Wireless Performance - more
In 5 GHz downlink, the playing field is more even. 256 QAM is supported in all products and TP-LINK limits the 5 GHz maximum link rate to the 867 Mbps normally found in AC1200 class routers. The WRT1200AC holds its own this time, dueling with the TP-LINK Archer C5 throughout the test range and staying connected as long.
5 GHz Downlink Throughput vs. Attenuation
5 GHz uplink is a much different story, however. This time the WRT1200AC hugs the bottom of the chart, its only bright spot that it stayed connected as long as the Archer C5, which was the winner in this benchmark.
5 GHz Uplink Throughput vs. Attenuation
The WRT1200AC ties with the NETGEAR R6220 at #2 rank out of seven AC1200 routers tested with the current procedure. But as the filtered and sorted Router Ranker screenshot below shows, at $180, it's the most expensive by far. Even ASUS asks only around $100 for its RT-AC56U, which is the top-ranked AC1200 router using the previous Revision 7 process.
As I called out in the opening remarks, this is a bold and perhaps foolish move, when you can pick up a refurbished WRT1900AC for $175 and a new one for slightly more than the WRT1200AC. And there are plenty of other AC1900 class routers for the same or less and AC1200 class routers for around half the price.
AC1200 Router Rank
The ranker performance summary below shows the WRT1200AC's ranker sub-scores alongside the top-ranked TP-LINK Archer C5. The only #1 subrank is for range, which ties the TP-LINK. Average and maximum wireless throughput sub-ranks both come in at #3 vs. the TP-LINK's #1.
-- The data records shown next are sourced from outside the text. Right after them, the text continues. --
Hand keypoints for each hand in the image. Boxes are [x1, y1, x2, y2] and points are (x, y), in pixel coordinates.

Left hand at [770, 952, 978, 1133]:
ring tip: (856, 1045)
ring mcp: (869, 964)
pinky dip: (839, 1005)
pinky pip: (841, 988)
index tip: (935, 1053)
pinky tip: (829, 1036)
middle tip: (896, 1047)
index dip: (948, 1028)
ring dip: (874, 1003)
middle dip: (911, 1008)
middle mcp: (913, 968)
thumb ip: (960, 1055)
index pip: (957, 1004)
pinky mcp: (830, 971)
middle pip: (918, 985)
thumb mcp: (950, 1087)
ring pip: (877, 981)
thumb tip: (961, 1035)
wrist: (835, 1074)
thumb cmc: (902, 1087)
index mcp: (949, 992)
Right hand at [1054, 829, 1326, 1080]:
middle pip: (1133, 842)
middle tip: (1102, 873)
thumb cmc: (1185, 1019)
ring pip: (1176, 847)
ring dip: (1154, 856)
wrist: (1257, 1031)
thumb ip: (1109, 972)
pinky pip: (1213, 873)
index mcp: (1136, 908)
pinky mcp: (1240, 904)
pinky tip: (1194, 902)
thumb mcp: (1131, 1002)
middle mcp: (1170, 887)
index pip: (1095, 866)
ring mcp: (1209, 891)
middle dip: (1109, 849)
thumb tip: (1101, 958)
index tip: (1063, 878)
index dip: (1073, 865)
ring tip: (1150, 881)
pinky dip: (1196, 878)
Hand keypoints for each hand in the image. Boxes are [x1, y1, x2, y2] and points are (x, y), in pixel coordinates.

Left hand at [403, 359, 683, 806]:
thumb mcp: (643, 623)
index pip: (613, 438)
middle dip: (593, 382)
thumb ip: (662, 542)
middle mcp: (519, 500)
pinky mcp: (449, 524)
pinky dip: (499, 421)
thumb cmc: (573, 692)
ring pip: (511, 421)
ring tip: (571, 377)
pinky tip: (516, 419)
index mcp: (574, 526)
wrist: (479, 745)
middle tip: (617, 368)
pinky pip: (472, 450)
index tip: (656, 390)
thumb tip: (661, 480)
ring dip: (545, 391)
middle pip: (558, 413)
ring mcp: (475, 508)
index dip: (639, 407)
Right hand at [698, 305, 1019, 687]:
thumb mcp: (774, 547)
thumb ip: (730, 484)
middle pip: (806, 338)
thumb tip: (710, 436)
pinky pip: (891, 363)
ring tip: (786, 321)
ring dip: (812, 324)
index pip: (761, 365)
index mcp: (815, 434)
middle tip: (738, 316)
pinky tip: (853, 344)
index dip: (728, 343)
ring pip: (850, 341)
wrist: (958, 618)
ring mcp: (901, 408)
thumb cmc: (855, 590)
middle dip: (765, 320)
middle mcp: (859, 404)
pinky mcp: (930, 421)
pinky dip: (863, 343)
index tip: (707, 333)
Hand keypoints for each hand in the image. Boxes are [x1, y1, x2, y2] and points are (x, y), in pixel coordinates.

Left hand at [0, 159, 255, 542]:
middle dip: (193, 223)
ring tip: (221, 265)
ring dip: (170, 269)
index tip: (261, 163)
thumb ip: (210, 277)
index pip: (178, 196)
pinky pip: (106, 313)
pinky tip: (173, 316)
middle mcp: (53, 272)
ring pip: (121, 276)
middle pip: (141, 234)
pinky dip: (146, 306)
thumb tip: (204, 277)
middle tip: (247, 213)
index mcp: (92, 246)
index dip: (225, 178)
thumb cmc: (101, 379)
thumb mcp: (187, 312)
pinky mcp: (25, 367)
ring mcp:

Ranker Performance Summary Comparison
In all, the WRT1200AC deserves its #2 rank, and might even have edged into #1 had TP-LINK's Archer C5 been a true AC1200 class router. It's kind of ironic that Linksys had its own technique come back to bite them. The WRT1200AC is actually a pretty good router, with storage sharing throughput that blows away the competition. It's just waay too expensive for its AC1200 class.